| Activity |
Transcribe the listing from its top line through the line with "index pip: (763, 987)". Keep it exact, both ends included, and add nothing.

---------- Supplied records ----------

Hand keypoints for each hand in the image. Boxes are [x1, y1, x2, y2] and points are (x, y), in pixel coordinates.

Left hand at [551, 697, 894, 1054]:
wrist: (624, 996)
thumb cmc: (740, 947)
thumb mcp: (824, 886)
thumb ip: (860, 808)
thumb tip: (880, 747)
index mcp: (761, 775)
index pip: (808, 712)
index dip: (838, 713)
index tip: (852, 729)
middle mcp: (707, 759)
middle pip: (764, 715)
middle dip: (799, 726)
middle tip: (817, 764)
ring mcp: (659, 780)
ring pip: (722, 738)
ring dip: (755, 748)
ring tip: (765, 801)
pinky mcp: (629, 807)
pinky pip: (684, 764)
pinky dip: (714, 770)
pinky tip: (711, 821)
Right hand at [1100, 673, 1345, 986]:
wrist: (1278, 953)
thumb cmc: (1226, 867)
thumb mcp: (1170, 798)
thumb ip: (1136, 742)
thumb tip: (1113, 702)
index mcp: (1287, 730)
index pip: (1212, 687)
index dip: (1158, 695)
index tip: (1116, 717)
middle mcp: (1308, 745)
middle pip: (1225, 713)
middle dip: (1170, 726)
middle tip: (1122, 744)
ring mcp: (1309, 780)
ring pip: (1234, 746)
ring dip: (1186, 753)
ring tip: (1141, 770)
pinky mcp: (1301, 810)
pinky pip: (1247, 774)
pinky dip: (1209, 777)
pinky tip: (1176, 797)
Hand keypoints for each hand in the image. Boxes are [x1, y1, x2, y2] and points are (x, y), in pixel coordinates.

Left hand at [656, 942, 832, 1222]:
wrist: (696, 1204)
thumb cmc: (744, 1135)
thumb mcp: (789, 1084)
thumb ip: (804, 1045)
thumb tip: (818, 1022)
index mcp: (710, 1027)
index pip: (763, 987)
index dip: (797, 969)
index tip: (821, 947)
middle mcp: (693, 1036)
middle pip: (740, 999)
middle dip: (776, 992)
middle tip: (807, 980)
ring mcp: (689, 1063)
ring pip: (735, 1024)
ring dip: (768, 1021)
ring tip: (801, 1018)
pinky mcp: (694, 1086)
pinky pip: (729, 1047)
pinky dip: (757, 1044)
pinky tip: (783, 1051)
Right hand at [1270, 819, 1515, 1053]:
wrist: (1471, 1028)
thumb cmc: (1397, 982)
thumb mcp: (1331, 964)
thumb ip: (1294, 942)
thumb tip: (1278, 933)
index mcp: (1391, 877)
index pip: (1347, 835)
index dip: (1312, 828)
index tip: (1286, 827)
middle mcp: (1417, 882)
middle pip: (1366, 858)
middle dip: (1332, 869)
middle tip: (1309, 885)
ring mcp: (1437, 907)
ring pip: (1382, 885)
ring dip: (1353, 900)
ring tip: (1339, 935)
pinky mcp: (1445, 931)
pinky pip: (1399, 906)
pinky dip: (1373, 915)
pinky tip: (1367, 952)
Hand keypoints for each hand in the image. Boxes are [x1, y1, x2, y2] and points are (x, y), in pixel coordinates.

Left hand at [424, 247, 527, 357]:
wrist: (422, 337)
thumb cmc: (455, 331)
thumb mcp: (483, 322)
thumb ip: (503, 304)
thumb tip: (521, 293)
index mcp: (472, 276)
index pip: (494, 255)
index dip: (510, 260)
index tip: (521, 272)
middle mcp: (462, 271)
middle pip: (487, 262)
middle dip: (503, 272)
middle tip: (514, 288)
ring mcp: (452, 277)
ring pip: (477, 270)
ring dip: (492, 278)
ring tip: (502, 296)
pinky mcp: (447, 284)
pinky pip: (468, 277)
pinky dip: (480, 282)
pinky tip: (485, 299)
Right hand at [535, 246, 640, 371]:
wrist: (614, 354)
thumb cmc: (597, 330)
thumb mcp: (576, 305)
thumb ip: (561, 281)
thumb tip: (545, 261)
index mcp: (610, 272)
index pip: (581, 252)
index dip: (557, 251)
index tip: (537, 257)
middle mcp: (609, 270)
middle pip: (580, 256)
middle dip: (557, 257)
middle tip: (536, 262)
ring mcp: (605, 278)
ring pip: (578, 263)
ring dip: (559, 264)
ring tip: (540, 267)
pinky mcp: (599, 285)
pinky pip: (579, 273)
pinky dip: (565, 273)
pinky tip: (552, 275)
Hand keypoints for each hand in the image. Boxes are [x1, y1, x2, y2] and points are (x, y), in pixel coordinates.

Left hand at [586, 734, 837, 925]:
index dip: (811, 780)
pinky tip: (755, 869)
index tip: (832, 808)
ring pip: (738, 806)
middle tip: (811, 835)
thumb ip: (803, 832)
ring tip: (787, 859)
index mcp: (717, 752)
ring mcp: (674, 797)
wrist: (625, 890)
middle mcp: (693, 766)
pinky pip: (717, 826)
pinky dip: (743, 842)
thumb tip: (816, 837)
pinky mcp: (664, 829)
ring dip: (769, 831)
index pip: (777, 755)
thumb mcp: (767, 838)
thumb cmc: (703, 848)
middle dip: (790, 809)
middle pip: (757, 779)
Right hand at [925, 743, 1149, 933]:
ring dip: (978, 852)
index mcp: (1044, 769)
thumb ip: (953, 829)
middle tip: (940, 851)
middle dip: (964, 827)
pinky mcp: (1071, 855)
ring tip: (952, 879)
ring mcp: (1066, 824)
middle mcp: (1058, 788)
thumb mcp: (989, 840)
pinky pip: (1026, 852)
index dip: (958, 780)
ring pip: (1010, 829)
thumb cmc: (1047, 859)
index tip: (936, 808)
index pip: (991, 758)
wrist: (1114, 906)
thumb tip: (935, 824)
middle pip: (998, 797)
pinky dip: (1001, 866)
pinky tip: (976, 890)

----------

| Task output |
Hand keypoints for each hand in the image. Boxes are [x1, y1, x2, y2] and points are (x, y), in pixel coordinates.

Left hand at [551, 697, 894, 1054]:
wrist: (624, 996)
thumb cmc: (740, 947)
thumb mcp: (824, 886)
thumb ip: (860, 808)
thumb tip: (880, 747)
index mcp: (761, 775)
index pip: (808, 712)
index dip: (838, 713)
index tip: (852, 729)
middle mcp: (707, 759)
middle pip: (764, 715)
middle dip: (799, 726)
middle tip: (817, 764)
ring mcp: (659, 780)
ring pip: (722, 738)
ring dip: (755, 748)
ring tip: (765, 801)
pinky mcp: (629, 807)
pinky pip: (684, 764)
pinky dip: (714, 770)
pinky tip: (711, 821)
Right hand at [1100, 673, 1345, 986]:
wrist: (1278, 953)
thumb cmc: (1226, 867)
thumb mcp: (1170, 798)
thumb ip: (1136, 742)
thumb tip: (1113, 702)
index mcp: (1287, 730)
index pip: (1212, 687)
index dip: (1158, 695)
index tip: (1116, 717)
middle mcp: (1308, 745)
middle pip: (1225, 713)
middle dip: (1170, 726)
middle tip: (1122, 744)
ring mcp: (1309, 780)
ring pip: (1234, 746)
ring dip: (1186, 753)
ring tip: (1141, 770)
pinky mcp: (1301, 810)
pinky pip: (1247, 774)
pinky dip: (1209, 777)
pinky tip: (1176, 797)
Hand keypoints for each hand in the image. Boxes are [x1, y1, x2, y2] and points are (x, y), in pixel coordinates.

Left hand at [656, 942, 832, 1222]:
wrist: (696, 1204)
thumb cmc: (744, 1135)
thumb mcp: (789, 1084)
thumb ip: (804, 1045)
thumb tip: (818, 1022)
index mcp: (710, 1027)
index pip: (763, 987)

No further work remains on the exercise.